Intro

There are two Julia data structures that I use again and again:

Dictionaries are supplied in the Julia distribution as a standard data type. Data-frames have to be added using the DataFrames.jl package. They are both incredibly useful for reasons I will explain below.

And one of the things I find almost as useful as either of them by themselves is the ability to convert from one to another. There are a lot of discussions online about converting from a dictionary into a data-frame, and that is conceptually a simple process with one obvious meaning. For some questions and answers see

But converting the other way is non-obvious because the conversion could mean many things. A data-frame can hold a lot more information than a dictionary so there is likely to be lost information, which is OK, as long as we decide what to keep and what to lose.

What I want to do, when converting, is usually just count. For instance, I might have a table of character appearances in a story held in a dictionary, and I want to count how often each character appears.

Actually, I want a little more flexibility, but counting is a good place to start.

I guess there is already a function out there to do this, but it’s such a simple piece of code I found myself rewriting it each time I needed it because I forgot where the old version was. There is a saying in computer science: Don’t Repeat Yourself (DRY) and so rewriting code is not a great idea. At least, in publishing this, I won’t lose it again and maybe it will be useful for someone else. You can find the code below, but first I wanted to say a little about why I need this so often.

Dictionaries

I talked about dictionaries in a previous post.

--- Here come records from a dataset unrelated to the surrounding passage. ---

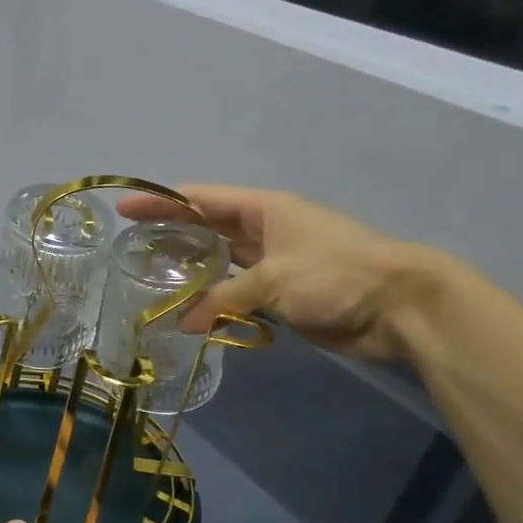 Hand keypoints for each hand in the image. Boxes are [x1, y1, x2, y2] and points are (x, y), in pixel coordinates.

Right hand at [116, 184, 428, 360]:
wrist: (398, 306)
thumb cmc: (335, 274)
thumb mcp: (273, 279)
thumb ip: (223, 297)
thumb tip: (185, 323)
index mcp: (263, 209)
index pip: (200, 199)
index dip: (160, 201)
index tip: (124, 208)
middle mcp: (264, 231)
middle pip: (206, 228)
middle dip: (170, 234)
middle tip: (130, 247)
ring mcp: (274, 263)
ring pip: (220, 263)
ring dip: (191, 272)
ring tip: (151, 280)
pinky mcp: (282, 294)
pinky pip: (238, 294)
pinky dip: (215, 302)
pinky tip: (190, 313) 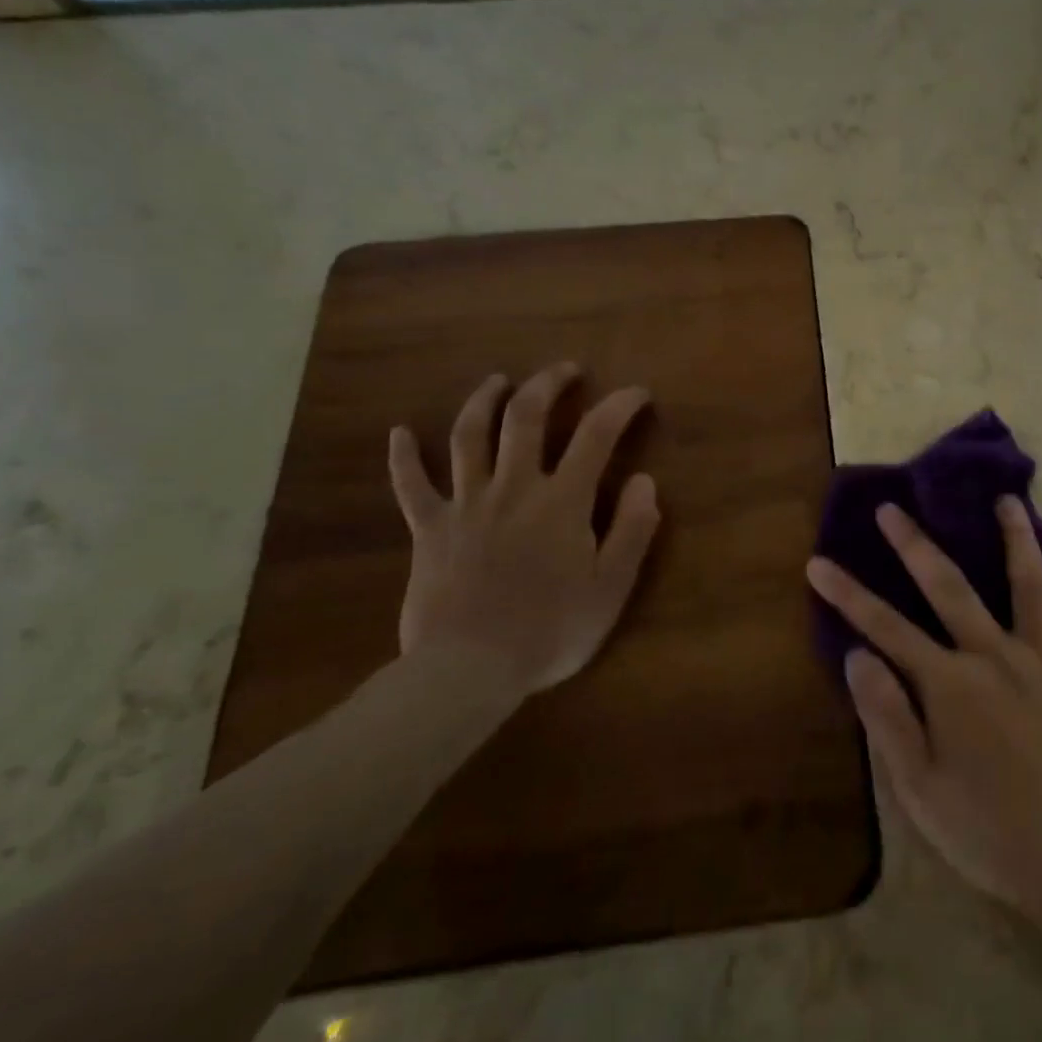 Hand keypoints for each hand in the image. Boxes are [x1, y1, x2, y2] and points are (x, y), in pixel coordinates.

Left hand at [389, 365, 659, 692]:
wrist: (468, 671)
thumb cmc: (550, 631)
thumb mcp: (611, 587)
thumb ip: (632, 530)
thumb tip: (644, 480)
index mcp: (561, 501)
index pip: (596, 436)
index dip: (620, 406)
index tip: (636, 393)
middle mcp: (513, 488)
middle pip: (526, 417)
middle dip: (548, 384)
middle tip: (565, 370)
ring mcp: (466, 505)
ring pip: (469, 436)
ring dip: (484, 400)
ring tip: (498, 380)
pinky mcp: (429, 529)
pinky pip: (411, 486)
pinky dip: (403, 457)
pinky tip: (398, 433)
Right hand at [807, 497, 1041, 925]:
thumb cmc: (988, 833)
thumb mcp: (918, 788)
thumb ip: (887, 716)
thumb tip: (859, 654)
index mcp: (951, 684)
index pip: (885, 627)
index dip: (847, 594)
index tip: (818, 562)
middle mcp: (997, 656)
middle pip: (950, 587)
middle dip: (915, 545)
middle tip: (892, 507)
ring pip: (1032, 587)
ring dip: (1018, 540)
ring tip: (1010, 500) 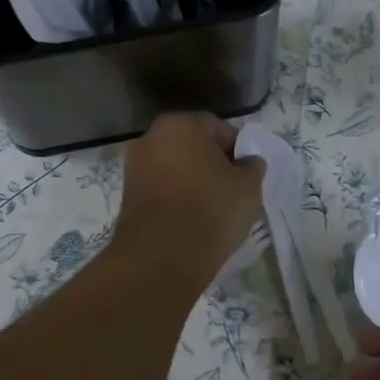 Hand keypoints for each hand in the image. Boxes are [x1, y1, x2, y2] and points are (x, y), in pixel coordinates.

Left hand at [113, 113, 265, 279]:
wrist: (163, 255)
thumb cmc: (211, 208)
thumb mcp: (248, 186)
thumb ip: (252, 167)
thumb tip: (249, 162)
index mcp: (179, 124)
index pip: (217, 128)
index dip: (237, 149)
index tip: (247, 173)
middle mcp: (150, 138)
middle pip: (191, 147)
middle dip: (211, 164)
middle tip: (231, 189)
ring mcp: (134, 168)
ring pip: (174, 170)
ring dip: (192, 182)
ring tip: (212, 209)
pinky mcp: (127, 198)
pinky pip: (161, 191)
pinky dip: (175, 200)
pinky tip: (191, 221) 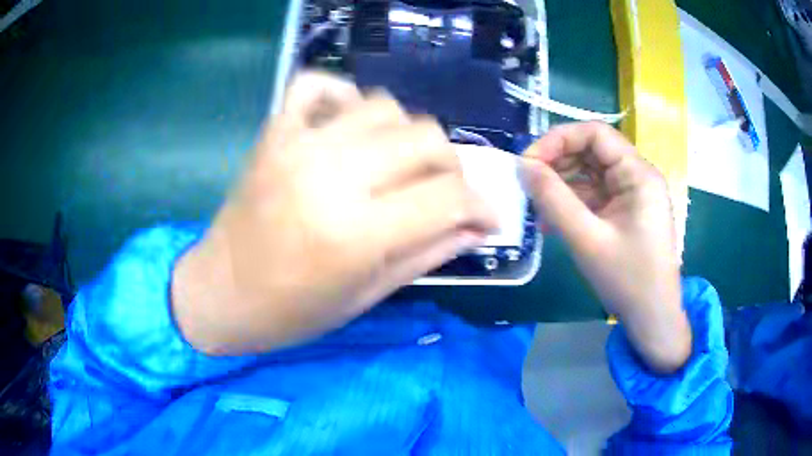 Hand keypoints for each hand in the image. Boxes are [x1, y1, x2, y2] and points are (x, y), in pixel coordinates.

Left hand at [172, 72, 496, 354]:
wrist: (218, 293)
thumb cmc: (289, 313)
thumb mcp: (366, 296)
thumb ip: (427, 254)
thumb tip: (477, 228)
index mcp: (356, 233)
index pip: (449, 195)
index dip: (481, 205)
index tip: (486, 218)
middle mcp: (331, 175)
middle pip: (426, 138)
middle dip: (451, 167)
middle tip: (442, 194)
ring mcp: (298, 144)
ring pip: (384, 105)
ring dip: (406, 134)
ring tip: (397, 165)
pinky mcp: (274, 132)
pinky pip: (316, 84)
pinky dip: (343, 96)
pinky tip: (350, 125)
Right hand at [521, 122, 690, 372]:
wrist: (652, 318)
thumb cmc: (628, 279)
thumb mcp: (587, 239)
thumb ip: (553, 199)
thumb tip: (523, 167)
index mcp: (638, 174)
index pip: (595, 134)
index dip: (559, 139)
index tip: (529, 162)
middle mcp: (637, 176)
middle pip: (592, 151)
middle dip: (557, 163)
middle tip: (528, 184)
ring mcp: (632, 195)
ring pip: (591, 174)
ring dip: (561, 185)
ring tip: (537, 207)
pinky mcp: (626, 212)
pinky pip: (595, 196)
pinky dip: (572, 204)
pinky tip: (552, 222) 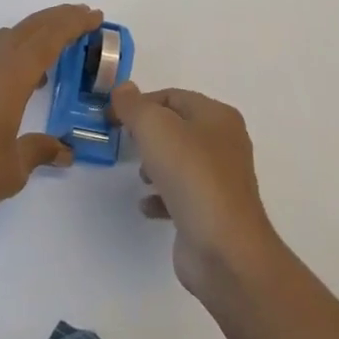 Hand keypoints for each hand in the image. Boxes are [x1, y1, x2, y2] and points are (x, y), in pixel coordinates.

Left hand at [0, 4, 98, 228]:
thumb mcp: (14, 169)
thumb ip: (40, 151)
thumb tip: (64, 151)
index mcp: (10, 76)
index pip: (49, 38)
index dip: (73, 24)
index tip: (93, 16)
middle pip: (27, 29)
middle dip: (56, 20)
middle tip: (80, 18)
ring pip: (1, 39)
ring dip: (27, 37)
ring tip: (44, 58)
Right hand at [110, 82, 282, 299]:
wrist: (224, 249)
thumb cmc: (191, 176)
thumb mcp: (155, 128)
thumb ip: (135, 106)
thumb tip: (123, 89)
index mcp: (218, 117)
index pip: (172, 97)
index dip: (140, 104)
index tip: (113, 119)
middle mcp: (224, 144)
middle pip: (177, 128)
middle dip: (149, 135)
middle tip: (128, 145)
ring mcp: (221, 180)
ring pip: (179, 161)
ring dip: (155, 165)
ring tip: (141, 177)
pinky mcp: (212, 212)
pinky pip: (181, 195)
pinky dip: (162, 196)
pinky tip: (147, 206) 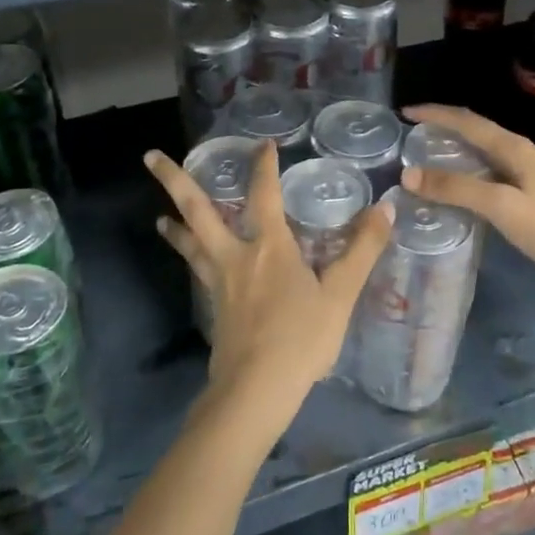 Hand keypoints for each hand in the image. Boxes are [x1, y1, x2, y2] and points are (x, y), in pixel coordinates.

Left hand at [145, 143, 394, 422]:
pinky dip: (190, 257)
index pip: (264, 194)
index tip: (263, 144)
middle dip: (174, 180)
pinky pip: (198, 270)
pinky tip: (196, 264)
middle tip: (149, 156)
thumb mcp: (340, 294)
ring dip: (175, 226)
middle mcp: (236, 256)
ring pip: (190, 243)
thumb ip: (362, 249)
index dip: (263, 166)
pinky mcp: (214, 307)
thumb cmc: (301, 339)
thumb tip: (385, 207)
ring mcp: (219, 282)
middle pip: (197, 210)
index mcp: (269, 247)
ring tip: (160, 217)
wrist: (256, 390)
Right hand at [400, 104, 534, 298]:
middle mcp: (522, 150)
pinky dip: (472, 166)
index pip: (466, 120)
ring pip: (487, 148)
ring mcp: (532, 169)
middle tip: (415, 133)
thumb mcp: (499, 205)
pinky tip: (465, 183)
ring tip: (432, 155)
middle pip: (477, 129)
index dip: (435, 113)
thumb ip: (455, 188)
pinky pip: (495, 166)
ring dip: (459, 146)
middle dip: (445, 126)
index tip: (405, 112)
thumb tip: (408, 175)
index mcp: (513, 146) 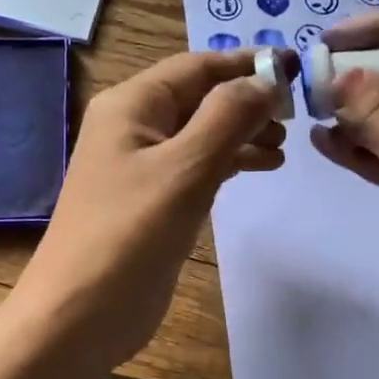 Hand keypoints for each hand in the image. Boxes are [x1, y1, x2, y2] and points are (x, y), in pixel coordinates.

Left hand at [14, 49, 284, 370]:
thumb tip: (267, 79)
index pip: (199, 67)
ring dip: (243, 133)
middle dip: (249, 101)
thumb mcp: (185, 168)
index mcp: (132, 105)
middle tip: (298, 116)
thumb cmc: (130, 234)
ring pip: (202, 133)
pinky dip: (229, 162)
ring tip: (284, 146)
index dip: (248, 64)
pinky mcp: (152, 202)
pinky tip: (259, 167)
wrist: (80, 314)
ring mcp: (141, 167)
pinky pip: (197, 167)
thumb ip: (229, 117)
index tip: (298, 68)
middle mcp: (134, 127)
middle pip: (201, 97) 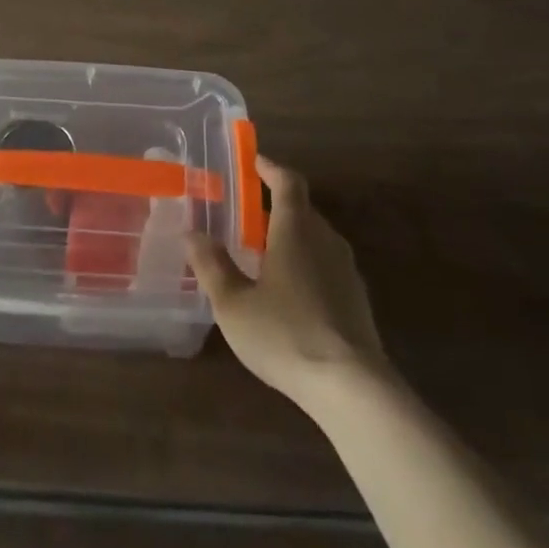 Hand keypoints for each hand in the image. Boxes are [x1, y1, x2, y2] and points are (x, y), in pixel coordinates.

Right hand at [186, 155, 388, 409]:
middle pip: (302, 208)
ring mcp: (346, 269)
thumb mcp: (234, 304)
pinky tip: (289, 292)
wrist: (352, 387)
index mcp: (296, 229)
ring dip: (291, 236)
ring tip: (263, 253)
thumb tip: (191, 233)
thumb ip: (212, 266)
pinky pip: (326, 265)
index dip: (270, 167)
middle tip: (246, 214)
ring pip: (315, 238)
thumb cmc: (286, 334)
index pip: (287, 182)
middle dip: (275, 205)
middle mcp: (325, 239)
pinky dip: (306, 263)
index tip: (254, 161)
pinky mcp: (357, 299) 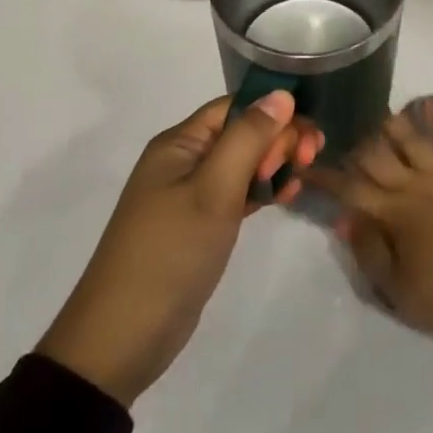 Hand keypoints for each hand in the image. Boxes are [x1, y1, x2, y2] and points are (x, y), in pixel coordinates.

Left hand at [37, 92, 320, 405]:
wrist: (122, 339)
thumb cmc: (170, 253)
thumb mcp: (214, 190)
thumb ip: (249, 138)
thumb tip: (281, 93)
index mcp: (180, 144)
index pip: (236, 107)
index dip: (274, 114)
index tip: (307, 139)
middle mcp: (184, 161)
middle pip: (242, 132)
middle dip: (280, 139)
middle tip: (310, 160)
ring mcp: (190, 195)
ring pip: (244, 163)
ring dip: (276, 164)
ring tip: (301, 180)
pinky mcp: (199, 225)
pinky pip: (238, 193)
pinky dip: (263, 191)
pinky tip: (287, 197)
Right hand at [302, 99, 432, 342]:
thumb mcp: (397, 289)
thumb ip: (369, 250)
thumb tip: (344, 218)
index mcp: (393, 214)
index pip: (350, 189)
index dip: (326, 177)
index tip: (305, 165)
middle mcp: (415, 185)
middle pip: (378, 156)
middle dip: (356, 145)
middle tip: (340, 134)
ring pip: (413, 140)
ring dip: (393, 125)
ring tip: (378, 113)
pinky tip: (431, 106) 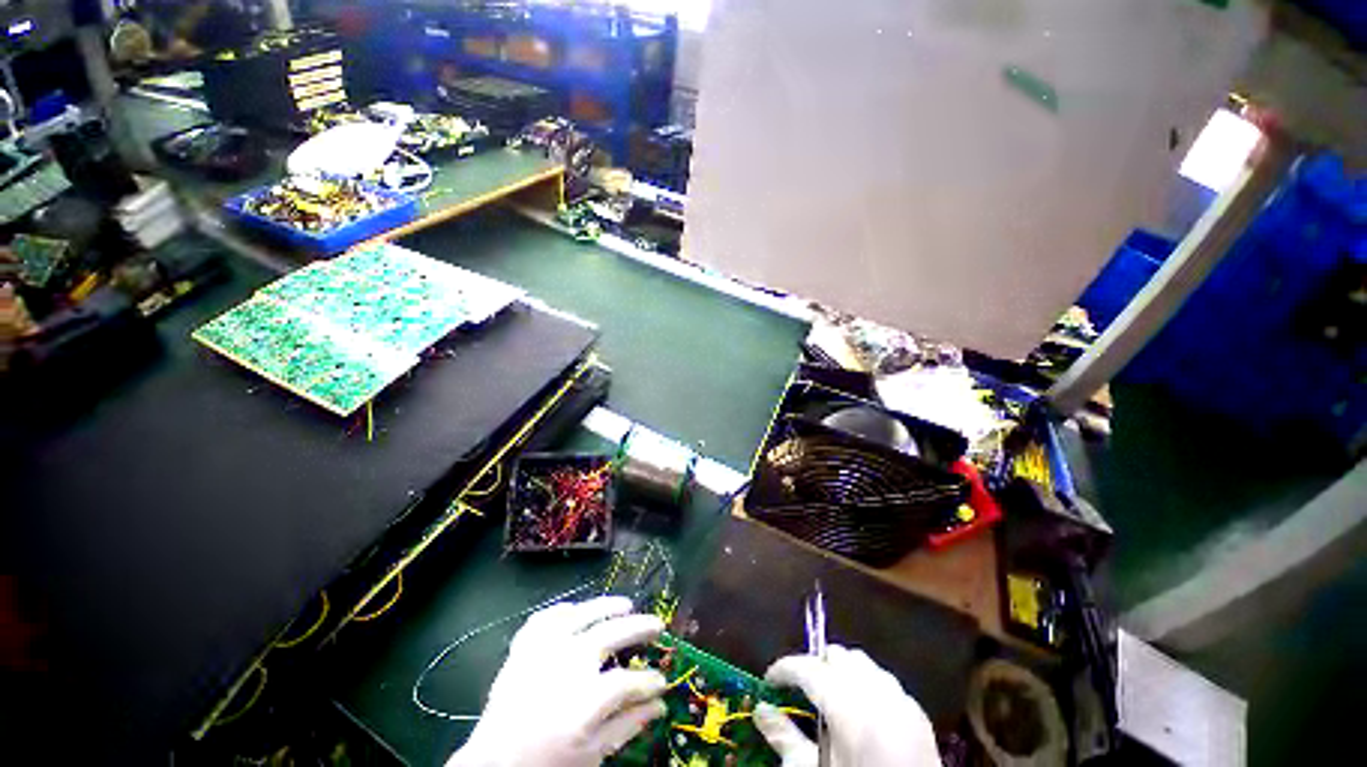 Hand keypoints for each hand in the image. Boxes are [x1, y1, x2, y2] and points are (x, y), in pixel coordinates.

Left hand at [446, 596, 666, 766]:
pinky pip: (545, 618)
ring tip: (626, 605)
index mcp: (583, 699)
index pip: (628, 682)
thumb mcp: (591, 755)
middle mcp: (565, 664)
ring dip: (607, 606)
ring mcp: (542, 651)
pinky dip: (563, 611)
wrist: (493, 766)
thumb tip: (659, 705)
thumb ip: (627, 725)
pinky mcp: (523, 648)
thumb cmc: (546, 763)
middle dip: (639, 627)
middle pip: (611, 633)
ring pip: (581, 614)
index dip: (649, 680)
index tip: (662, 681)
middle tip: (657, 624)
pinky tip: (576, 611)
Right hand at [754, 645, 941, 766]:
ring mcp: (899, 697)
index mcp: (846, 703)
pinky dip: (868, 685)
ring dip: (842, 671)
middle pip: (836, 655)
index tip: (769, 682)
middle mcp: (873, 689)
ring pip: (862, 662)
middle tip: (802, 690)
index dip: (783, 669)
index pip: (806, 667)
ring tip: (832, 698)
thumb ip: (784, 737)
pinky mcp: (917, 712)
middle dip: (815, 665)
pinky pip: (885, 681)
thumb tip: (759, 709)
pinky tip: (863, 713) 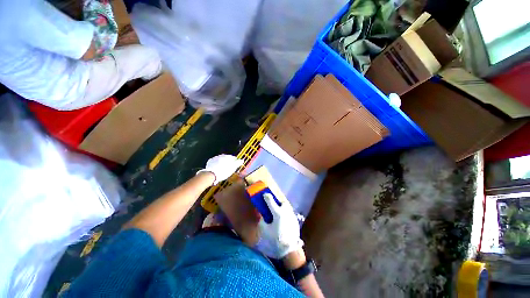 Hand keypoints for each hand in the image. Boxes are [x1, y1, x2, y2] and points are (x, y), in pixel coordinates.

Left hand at [197, 154, 243, 184]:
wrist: (211, 175)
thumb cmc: (223, 171)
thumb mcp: (232, 168)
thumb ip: (238, 163)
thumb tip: (242, 160)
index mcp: (228, 157)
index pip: (234, 158)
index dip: (236, 161)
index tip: (236, 165)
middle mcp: (221, 155)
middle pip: (227, 158)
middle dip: (229, 162)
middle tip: (230, 168)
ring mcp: (215, 158)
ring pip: (221, 160)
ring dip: (223, 163)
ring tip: (224, 169)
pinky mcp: (210, 161)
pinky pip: (215, 162)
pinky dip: (217, 164)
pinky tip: (218, 169)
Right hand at [259, 193, 303, 258]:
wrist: (289, 250)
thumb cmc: (275, 240)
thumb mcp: (265, 231)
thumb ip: (262, 221)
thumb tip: (263, 216)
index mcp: (278, 214)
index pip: (271, 201)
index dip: (267, 196)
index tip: (265, 194)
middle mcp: (286, 212)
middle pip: (283, 202)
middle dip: (278, 202)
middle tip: (274, 205)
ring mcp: (292, 216)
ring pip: (288, 207)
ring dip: (283, 208)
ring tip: (279, 213)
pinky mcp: (296, 221)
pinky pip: (290, 214)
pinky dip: (286, 214)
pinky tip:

Calling a data structure a “dictionary” is a terrible idea. The name comes from the idea that a dictionary is mapping from a word to a definition. But a (software) dictionary is much more flexible. It is a mapping from ANY one data type to ANY other data type.

What do I mean by “mapping?” It’s just a way of describing a one-way relationship, e.g.,

  A -> 1
  B -> 2
  C -> 42

A dictionary lets me create arbitrary mappings. It can also be thought of as a way of associating a key (A, B and C in the example) with a value (1,2, and 42 in the example). It’s such a useful ability it appears in most modern programming languages, albeit under many different names:

dictionary (e.g., in Julia and Python)
associative arrays or just associations (e.g., in Mathematica)
mappings (e.g., in Java and Go);
hashes (e.g., in Perl);
and others including cases where the data structure is so fundamental it isn’t even named.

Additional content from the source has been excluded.